Problem statement
Copy every line of the records below where the word "road" occurs.

Dataset items
+===+

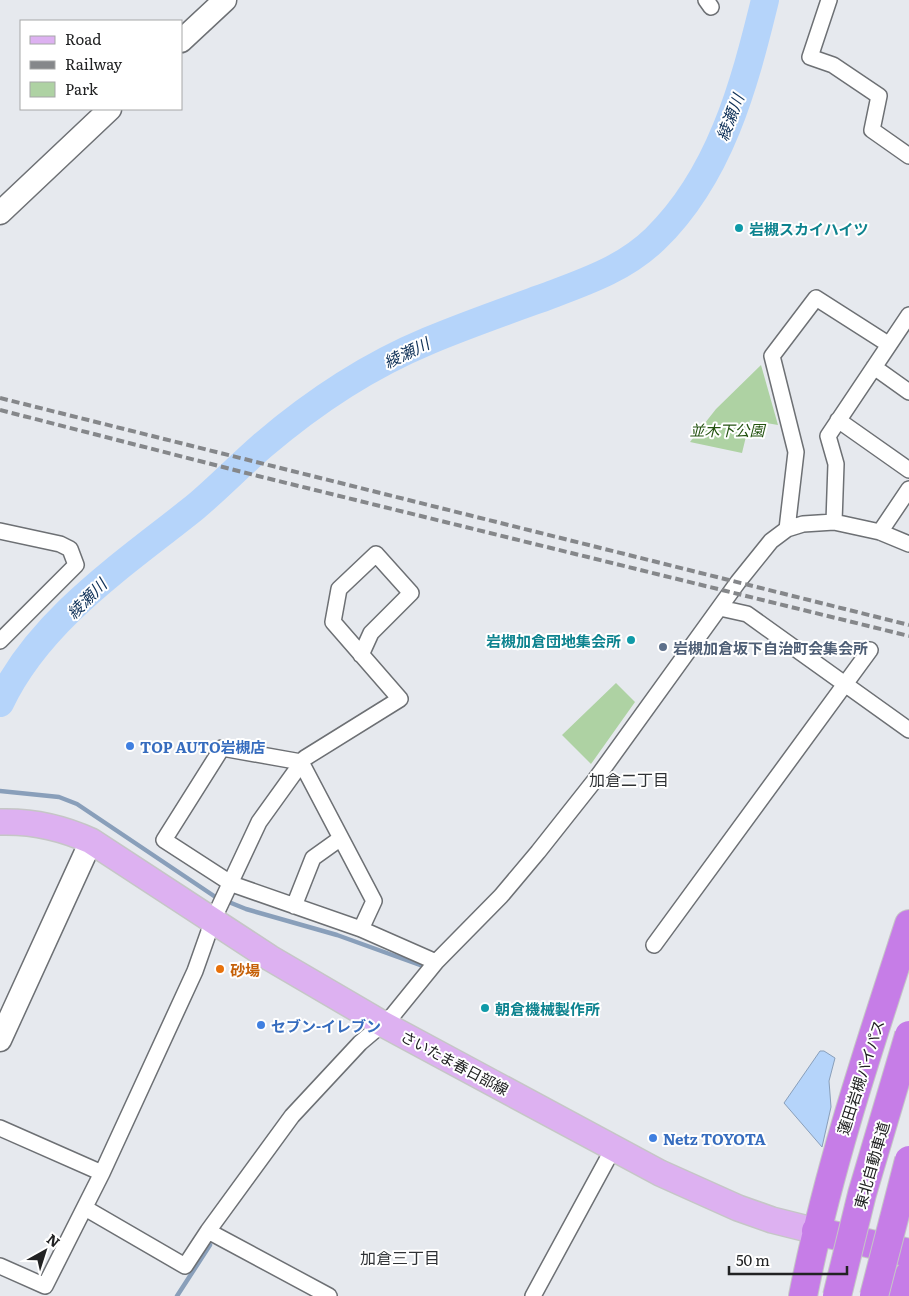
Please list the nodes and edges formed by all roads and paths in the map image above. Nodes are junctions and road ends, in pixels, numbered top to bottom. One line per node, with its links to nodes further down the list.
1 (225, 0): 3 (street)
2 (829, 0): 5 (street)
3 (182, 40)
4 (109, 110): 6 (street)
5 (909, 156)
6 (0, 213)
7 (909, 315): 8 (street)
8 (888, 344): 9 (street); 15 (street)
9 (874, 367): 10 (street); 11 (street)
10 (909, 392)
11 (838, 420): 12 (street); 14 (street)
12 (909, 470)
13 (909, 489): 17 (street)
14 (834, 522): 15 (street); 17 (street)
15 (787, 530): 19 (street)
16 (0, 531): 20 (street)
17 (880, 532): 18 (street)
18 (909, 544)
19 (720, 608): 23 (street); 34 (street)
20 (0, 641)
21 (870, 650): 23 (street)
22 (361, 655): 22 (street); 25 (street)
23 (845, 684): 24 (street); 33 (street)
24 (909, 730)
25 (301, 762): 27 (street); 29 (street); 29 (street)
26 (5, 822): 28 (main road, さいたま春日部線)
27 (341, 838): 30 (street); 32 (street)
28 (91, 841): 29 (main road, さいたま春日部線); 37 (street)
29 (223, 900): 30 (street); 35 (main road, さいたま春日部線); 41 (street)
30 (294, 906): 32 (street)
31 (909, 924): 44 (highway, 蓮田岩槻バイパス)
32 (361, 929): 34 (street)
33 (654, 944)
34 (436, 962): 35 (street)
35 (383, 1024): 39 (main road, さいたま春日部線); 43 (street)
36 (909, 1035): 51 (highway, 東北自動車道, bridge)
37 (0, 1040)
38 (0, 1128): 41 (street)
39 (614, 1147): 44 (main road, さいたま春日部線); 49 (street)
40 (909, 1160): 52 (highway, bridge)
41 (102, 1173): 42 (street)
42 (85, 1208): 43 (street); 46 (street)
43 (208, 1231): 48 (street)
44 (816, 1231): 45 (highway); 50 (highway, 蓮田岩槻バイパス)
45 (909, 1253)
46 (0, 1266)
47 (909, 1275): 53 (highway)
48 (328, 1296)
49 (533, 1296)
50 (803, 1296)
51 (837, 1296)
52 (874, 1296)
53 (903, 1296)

+===+

Written response
Please list the nodes and edges formed by all roads and paths in the map image above. Nodes are junctions and road ends, in pixels, numbered top to bottom. One line per node, with its links to nodes further down the list.
26 (5, 822): 28 (main road, さいたま春日部線)
28 (91, 841): 29 (main road, さいたま春日部線); 37 (street)
29 (223, 900): 30 (street); 35 (main road, さいたま春日部線); 41 (street)
35 (383, 1024): 39 (main road, さいたま春日部線); 43 (street)
39 (614, 1147): 44 (main road, さいたま春日部線); 49 (street)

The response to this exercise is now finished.